I see no reason to be a quibbler on these points.  So many mainstream Israelis now make the comparison, and so many mainstream South Africans make the comparison.  The former Israeli Attorney-General Michael Ben-Yair, the former Israeli Ministers of Education Yossi Sarid and Shulamit Aloni, John Dugard, Desmond Tutu, repeated Ha'aretz editorials, B'Tselem, the Association for Civil Rights in Israel . . . all reputable, knowledgeable sources and, most importantly, sources which are either careful in their use of language, or -- in the case of South Africans -- who would be very far from wanting to trivialize their experience.  When you have such an overwhelming number of serious, respected scholars and activists making this comparison, I see no reason to dissent.  On the other hand, of course, there are differences -- the main one being that although in theory apartheid wanted to completely separate the races, in practice they knew they could never do without black labour.  In the case of Israel they don't want to preserve Palestinian or Arab labour, they really want to make a homogeneous state from the Mediterranean to the Jordan.  They would want it to be homogeneous, not only in theory but in practice -- except for guest workers, like the role Turkish workers play in much of Europe where they're deprived of their rights.

Often you hear "'Israel' is doing this. . ." and "'Israel' is doing that. . .", but why do you think 'Israel' wants to maintain the occupation in the first place?  Israeli analyst Shir Hiver of the Alternative Information Centre in Jerusalem has rejected explanations for the occupation that rely purely on a traditional 'who benefits?' economic analysis.  Do you think the reasons for the occupation are material, ideological or both?

First of all, you can never prove these things.  Second of all, there could be an elite consensus on the goal but there may not be elite consensus on the motive.  So there could be consensus that we want to preserve the occupation, but it may be for different reasons depending on who you're talking to.  So there are some people, plainly, for whom the occupation is a religious thing.  There are right-wing religious fanatics in Israel -- quite a few, in fact.  So there is, for some, a religious component.  For some there's plainly an economic component, to keep some of the most valuable land and to keep the water resources.  For some, I'm more and more inclined to believe that it's a kind of political thing with the Israelis where they never give in unless they're forced to give in.

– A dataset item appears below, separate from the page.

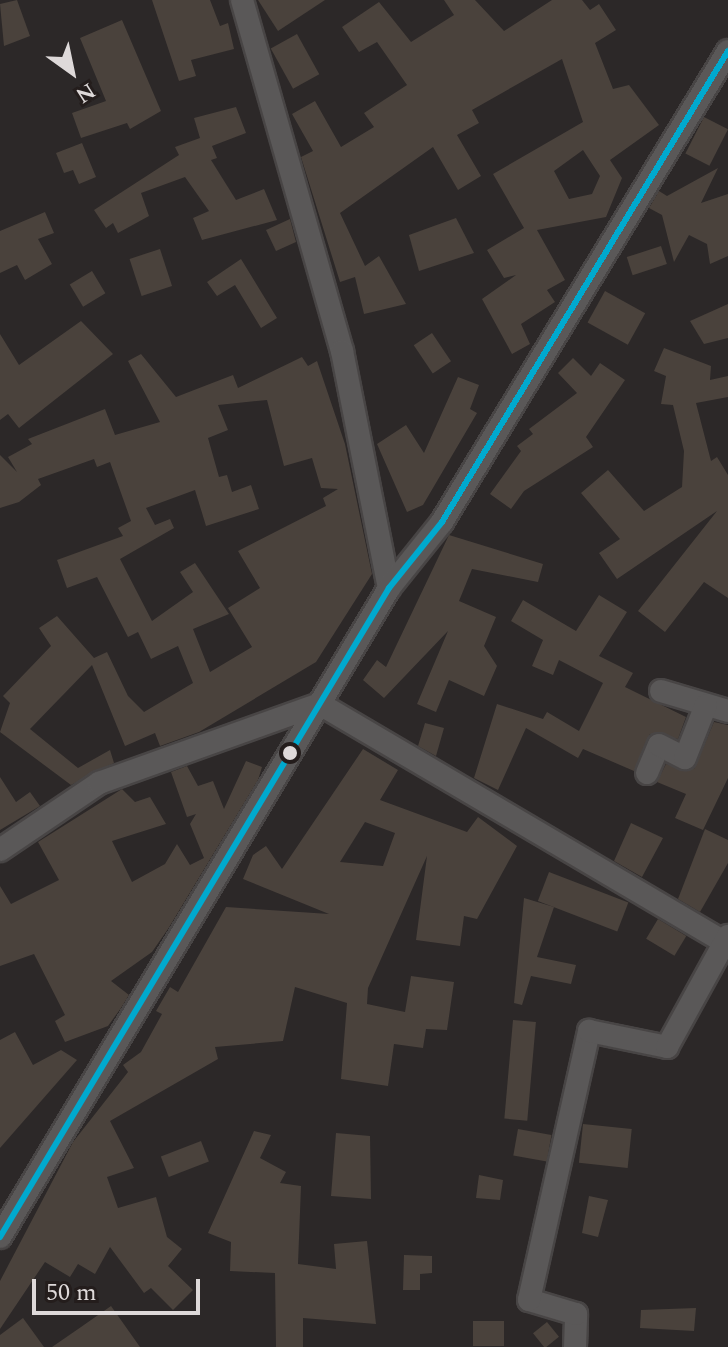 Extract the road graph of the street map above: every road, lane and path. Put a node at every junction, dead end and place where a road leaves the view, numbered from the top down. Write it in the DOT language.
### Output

Let's take the example of South Lebanon.  Israel was occupying South Lebanon and there were all sorts of theories about why it wouldn't leave.  Now bear in mind that Israel stayed there for a long time, from 1978 to 2000 -- that's not a short period, we're talking about 22 years.  So why did it stay?  Well, some people said, like in the West Bank, 'they wanted the water resources', 'they wanted the Litani', and so on.  I think they basically wanted to stay because they were there and they didn't want to leave until they were ready to leave.  They were not going to let anybody dictate the terms of when they stay and when they leave, because they see any imposed withdrawal as a sign of weakness.  So once they're there, they're staying there, until they're forced to leave.  I know it's kind of a circular argument, but they see any kind of withdrawal as being weakness, and I think at this point they're not going to leave, precisely because everybody wants them to leave.  They want to show that they can resist any pressure, because if at any point they leave, it's going to be because they were forced to, and for them that shows weakness.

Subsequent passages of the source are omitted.